L’ambassadeur de France en Algérie, Stéphane Romatet, serait désormais considéré comme « indésirable » par les autorités algériennes. L’information a été rapportée par TV5 Monde, citant une annonce faite lors de l’émission Hebdo Show diffusée sur la chaîne d’information gouvernementale algérienne AL24 News.
Cette décision ferait suite à la participation du diplomate français à l’émission Complément d’enquête de France 2, consacrée à la crise diplomatique entre Paris et Alger. Le programme, diffusé récemment, a été très mal accueilli par les autorités algériennes, qui y voient une atteinte à l’image de l’État et de ses institutions.
Dans un communiqué, Alger a dénoncé un « tissu de contre-vérités » et qualifié le contenu de l’émission de « véritable agression contre l’État algérien, ses institutions et ses symboles ». Au cours de cette émission, Stéphane Romatet est notamment revenu sur la décision prise par le président Emmanuel Macron, fin juillet 2024, de soutenir la proposition marocaine d’autonomie pour le Sahara occidental. Une position qui a profondément irrité Alger, soutien historique du Front Polisario, mouvement indépendantiste opposé au Maroc dans ce territoire disputé.
Selon un chroniqueur d’AL24 News, cette prise de parole aurait conduit les autorités algériennes à considérer l’ambassadeur comme « indésirable », bien qu’aucune notification officielle n’ait été rendue publique à ce stade. Stéphane Romatet dirige actuellement l’ambassade de France depuis Paris, après avoir quitté Alger à la demande du président Emmanuel Macron, dans un contexte de crise bilatérale persistante depuis l’été 2024.
Un premier signal de cette nouvelle escalade diplomatique avait été donné avec la convocation de Gilles Bourbao, chargé d’affaires de l’ambassade de France à Alger, par le ministère algérien des Affaires étrangères, à la suite de la diffusion du même reportage.

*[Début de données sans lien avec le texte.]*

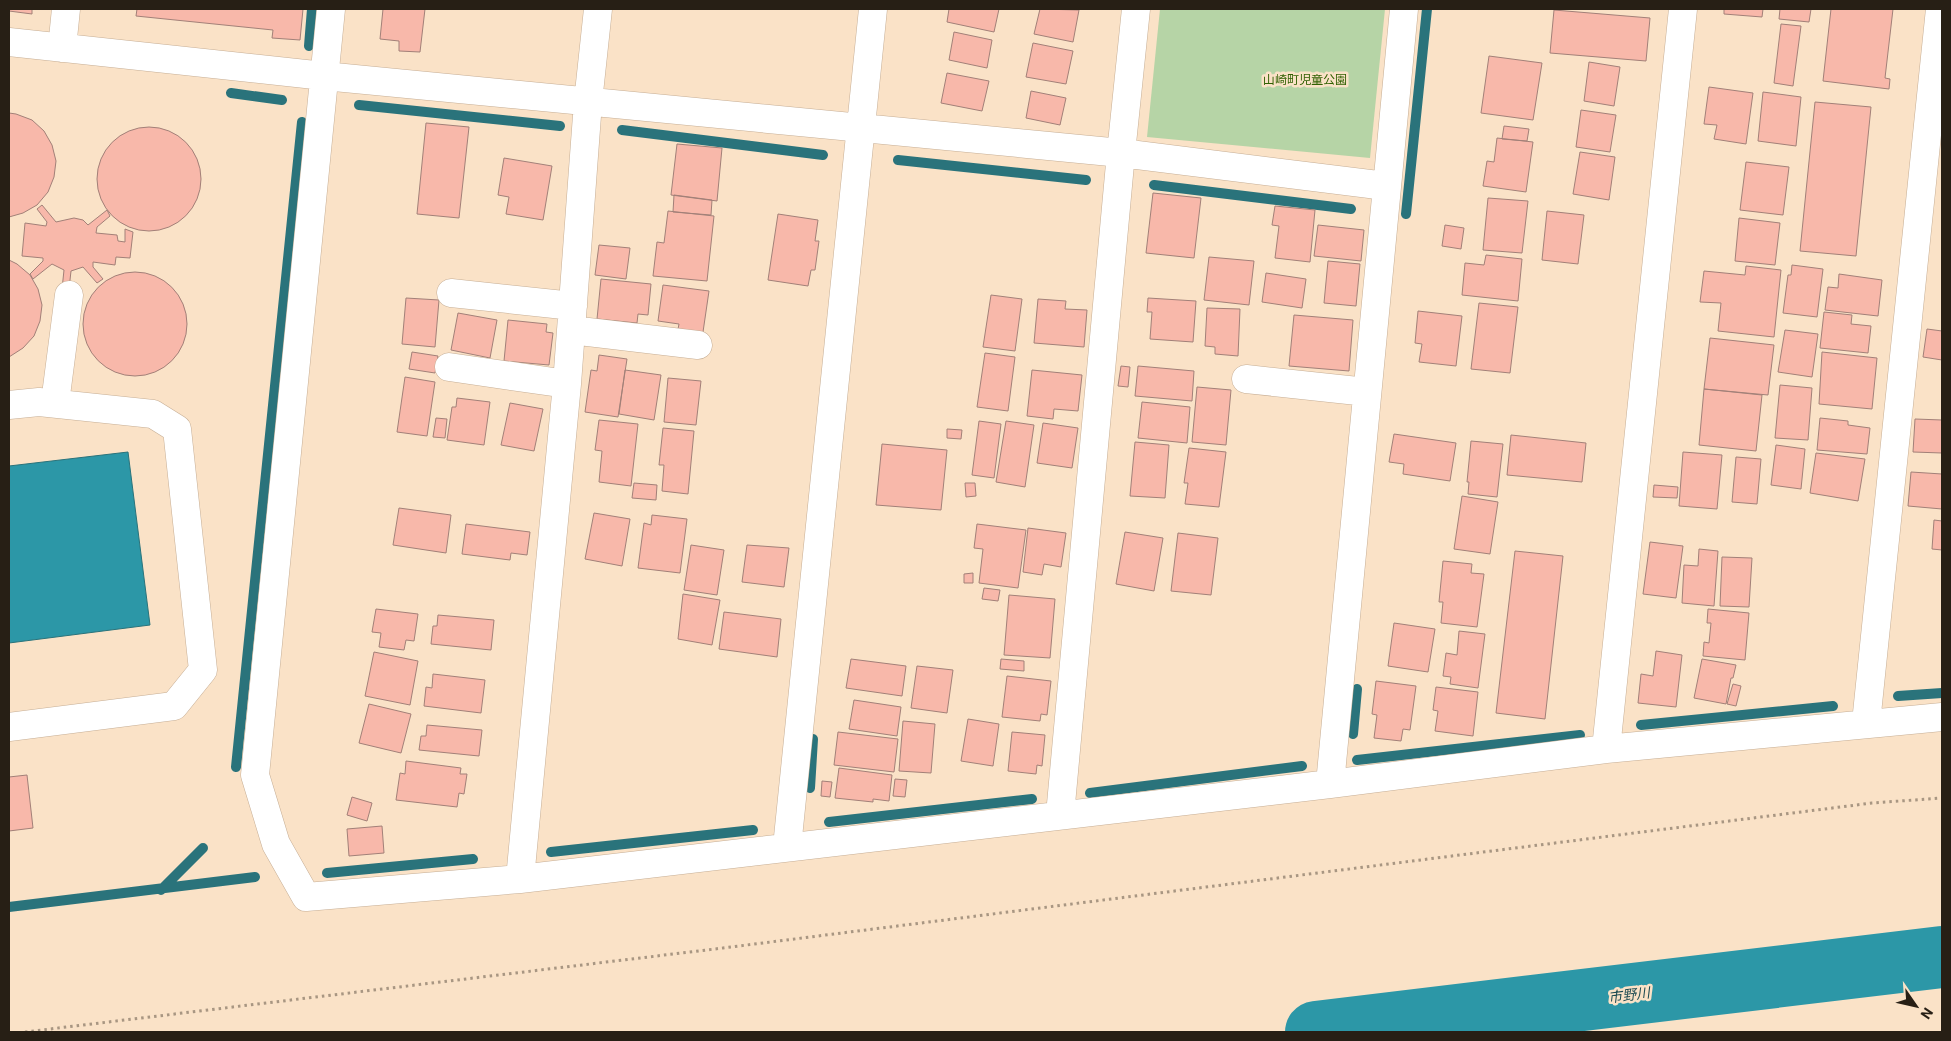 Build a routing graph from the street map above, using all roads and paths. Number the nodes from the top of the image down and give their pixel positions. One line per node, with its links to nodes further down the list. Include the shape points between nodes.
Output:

Par ailleurs, la chaîne algérienne a évoqué une mesure de réciprocité concernant le journaliste français Christophe Gleizes, emprisonné en Algérie depuis le 29 juin et condamné à sept ans de prison pour « apologie du terrorisme ». Selon cette source, ses parents ne seraient désormais plus autorisés à lui rendre visite, en réponse au refus des autorités françaises d’autoriser les parents d’un agent consulaire algérien détenu en France à effectuer une visite similaire.
Cette nouvelle séquence confirme la persistance de fortes tensions entre Paris et Alger, sur fond de désaccords diplomatiques et politiques toujours non résolus.